• [Work instructions] I would like you to transcribe all of the data exactly.

╭─ Supplied material

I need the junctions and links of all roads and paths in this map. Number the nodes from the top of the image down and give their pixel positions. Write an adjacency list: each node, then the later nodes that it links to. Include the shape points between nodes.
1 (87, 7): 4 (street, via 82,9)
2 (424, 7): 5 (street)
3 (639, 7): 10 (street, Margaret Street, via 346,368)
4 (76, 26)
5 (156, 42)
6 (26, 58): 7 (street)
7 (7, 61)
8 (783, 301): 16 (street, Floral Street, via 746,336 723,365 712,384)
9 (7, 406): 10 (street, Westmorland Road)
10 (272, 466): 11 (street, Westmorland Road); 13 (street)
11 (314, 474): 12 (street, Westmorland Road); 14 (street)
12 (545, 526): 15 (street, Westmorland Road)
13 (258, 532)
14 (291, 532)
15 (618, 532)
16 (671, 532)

╰─

• [Answer section]
I need the junctions and links of all roads and paths in this map. Number the nodes from the top of the image down and give their pixel positions. Write an adjacency list: each node, then the later nodes that it links to. Include the shape points between nodes.
1 (87, 7): 4 (street, via 82,9)
2 (424, 7): 5 (street)
3 (639, 7): 10 (street, Margaret Street, via 346,368)
4 (76, 26)
5 (156, 42)
6 (26, 58): 7 (street)
7 (7, 61)
8 (783, 301): 16 (street, Floral Street, via 746,336 723,365 712,384)
9 (7, 406): 10 (street, Westmorland Road)
10 (272, 466): 11 (street, Westmorland Road); 13 (street)
11 (314, 474): 12 (street, Westmorland Road); 14 (street)
12 (545, 526): 15 (street, Westmorland Road)
13 (258, 532)
14 (291, 532)
15 (618, 532)
16 (671, 532)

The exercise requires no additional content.